Which ones weren’t accounted for in the CBO report, which tried to take into consideration other health issues (from a financial perspective at least)?

It states that “at their current prices, [anti-obesity medicines] would cost the federal government more than it would save from reducing other health care spending—which would lead to an overall increase in the deficit over the next 10 years”

khuey|1 year ago

I know 10 years is the standard CBO timeframe but are we sure it's the correct one for a drug like this?

If you gave a vaccine 100% effective against cancer to 18 year olds it would probably look like a money loser on a 10 year timeframe but that's clearly not the window to measure.

paulmd|1 year ago

> It states that “at their current prices, [anti-obesity medicines] would cost the federal government more than it would save from reducing other health care spending—which would lead to an overall increase in the deficit over the next 10 years”

… and that reason is because obese people have lower lifetime medical cost. Anything that reduces obesity will tend to increase long-term healthcare spending, because it’s cheaper to die of congestive heart failure at 50 than to live to 80 and incur a couple hip replacements and a bunch of expensive end-of-life care.

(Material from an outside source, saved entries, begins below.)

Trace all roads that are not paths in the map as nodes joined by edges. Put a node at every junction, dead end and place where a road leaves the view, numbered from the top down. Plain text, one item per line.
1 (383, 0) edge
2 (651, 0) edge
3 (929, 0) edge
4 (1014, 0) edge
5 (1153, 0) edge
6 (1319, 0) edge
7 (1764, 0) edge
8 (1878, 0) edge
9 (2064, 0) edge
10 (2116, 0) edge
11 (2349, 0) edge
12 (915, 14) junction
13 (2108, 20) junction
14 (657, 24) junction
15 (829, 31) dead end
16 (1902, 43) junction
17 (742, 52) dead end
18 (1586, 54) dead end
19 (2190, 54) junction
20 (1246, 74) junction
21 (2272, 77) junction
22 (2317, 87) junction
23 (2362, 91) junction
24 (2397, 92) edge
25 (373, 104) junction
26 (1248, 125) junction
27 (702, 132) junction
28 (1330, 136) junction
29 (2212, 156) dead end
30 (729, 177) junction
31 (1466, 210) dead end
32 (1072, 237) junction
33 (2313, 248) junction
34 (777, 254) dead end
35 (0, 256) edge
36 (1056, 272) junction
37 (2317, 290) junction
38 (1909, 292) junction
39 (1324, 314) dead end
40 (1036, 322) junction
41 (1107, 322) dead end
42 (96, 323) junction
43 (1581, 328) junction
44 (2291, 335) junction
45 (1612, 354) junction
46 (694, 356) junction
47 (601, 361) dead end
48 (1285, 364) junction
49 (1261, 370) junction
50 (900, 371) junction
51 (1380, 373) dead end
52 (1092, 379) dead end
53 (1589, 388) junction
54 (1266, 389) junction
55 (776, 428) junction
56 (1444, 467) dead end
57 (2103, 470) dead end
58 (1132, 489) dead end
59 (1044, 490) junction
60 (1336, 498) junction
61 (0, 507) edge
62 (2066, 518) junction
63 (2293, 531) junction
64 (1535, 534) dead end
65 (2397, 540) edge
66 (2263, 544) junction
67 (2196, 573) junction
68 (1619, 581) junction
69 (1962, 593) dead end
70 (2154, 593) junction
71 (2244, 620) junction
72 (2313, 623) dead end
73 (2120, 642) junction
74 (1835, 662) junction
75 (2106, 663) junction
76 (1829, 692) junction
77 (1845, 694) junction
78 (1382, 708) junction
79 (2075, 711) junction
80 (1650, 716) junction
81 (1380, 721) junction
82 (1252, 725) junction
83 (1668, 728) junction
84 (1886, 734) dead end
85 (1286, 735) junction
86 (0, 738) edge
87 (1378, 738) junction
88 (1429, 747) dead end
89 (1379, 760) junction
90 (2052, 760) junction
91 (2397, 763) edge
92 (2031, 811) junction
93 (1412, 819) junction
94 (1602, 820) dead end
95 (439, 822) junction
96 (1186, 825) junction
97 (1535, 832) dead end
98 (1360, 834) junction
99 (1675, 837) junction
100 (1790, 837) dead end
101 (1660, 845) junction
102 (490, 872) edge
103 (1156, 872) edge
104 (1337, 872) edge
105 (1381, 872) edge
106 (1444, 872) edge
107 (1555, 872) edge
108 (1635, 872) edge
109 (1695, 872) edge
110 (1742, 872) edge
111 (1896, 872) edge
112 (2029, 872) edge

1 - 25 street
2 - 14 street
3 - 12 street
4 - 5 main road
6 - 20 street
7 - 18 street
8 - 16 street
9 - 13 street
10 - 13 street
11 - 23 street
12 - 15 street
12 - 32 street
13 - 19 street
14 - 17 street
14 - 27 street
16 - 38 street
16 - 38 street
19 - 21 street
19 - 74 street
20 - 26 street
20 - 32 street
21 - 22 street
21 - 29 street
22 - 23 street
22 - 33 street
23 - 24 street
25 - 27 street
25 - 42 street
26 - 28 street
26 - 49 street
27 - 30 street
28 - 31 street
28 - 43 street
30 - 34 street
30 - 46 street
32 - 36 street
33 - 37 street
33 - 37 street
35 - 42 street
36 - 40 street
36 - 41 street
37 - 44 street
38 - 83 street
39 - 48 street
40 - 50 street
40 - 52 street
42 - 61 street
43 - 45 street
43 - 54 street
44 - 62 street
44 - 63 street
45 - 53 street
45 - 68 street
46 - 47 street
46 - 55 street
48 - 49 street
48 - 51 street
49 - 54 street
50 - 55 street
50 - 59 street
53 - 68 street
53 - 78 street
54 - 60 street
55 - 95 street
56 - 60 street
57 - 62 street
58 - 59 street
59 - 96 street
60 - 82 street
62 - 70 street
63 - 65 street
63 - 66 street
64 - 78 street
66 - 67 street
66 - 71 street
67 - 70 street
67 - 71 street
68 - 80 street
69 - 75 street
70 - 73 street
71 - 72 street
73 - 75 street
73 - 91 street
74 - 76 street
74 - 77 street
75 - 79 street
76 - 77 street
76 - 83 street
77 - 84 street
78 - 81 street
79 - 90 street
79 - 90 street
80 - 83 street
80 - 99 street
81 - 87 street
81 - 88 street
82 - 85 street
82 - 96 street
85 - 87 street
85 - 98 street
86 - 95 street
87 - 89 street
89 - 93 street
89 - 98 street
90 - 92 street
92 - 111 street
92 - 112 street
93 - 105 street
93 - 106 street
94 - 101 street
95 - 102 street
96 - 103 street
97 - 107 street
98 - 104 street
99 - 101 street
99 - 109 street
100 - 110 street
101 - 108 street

(technically it varies by country, depending on their particular allocation of end-of-life spending vs earlier care, but generally the expected cost of a 1-unit BMI reduction is more likely to be neutral or positive than an overall total reduction. And the US is even worse since we weight spending enormously heavily towards senior care due to Medicare - someone dying at 40 is a very cheap outcome for our system.)

> A one-unit decrease in BMI showed gains in life expectancy ranging from 0.65 to 0.68 year and changes in total health care costs varying from -€1563 to +€4832.

https://pubmed.ncbi.nlm.nih.gov/37222003/

Skinny people have been absolute bastards about the whole thing from the start, they don’t want to lose the ability to look down on and belittle a class of sub-humans, they want to smirk and tell people to eat less and work out more, and losing that underclass will hurt their own perceived social standing. So now that there’s a drug that helps people eat less, it needs to be argued against strenuously lest that eventuality come to pass.

That’s why you’re seeing the moralizing and “they should lose weight without medical assistance!!!” come out instantly yet again. It was never about actually wanting them to lose weight per se, it was about the ability to moralize to an underclass who that group argues deserves their status - the whole “my assholery is an incentive to lose some weight!” school of thought that is so prominent.

Semaglutide and the class of drug is overall extremely well-studied, well-tolerated, and effective at treating several different families of chronic medical problems around the reward system of the brain. And that’s frankly terrifying to a large group of people who are low-key bigots and are facing the loss of their favorite punching bag. Like what if there was a drug that you just took it and 90% of people lost significant amounts of weight? That’s terrifying to a group of people who without a subclass to look down on will now move down a rung on the social ladder themselves.

The black mirror with the exercise bikes nailed it. People want to toss soda cans at fatties forced to work menial subclass jobs and tell them to lose some fucking weight, that’s what it’s always been about in this discourse from the start. They just can’t quite get away with physical assault in our reality, but they’ll certainly endorse emotional abuse and unequal treatment, “for their own good” etc.

It’s just a shame that this sentiment has also hindered the ability to look into endocrine disruption or gut microbiome etc. There are lots of interesting things that skinnies were too emotionally vulnerable to allow research into, that have just been vaulted over by semaglutide.

lucubratory|1 year ago

It explicitly does, as is noted in the article.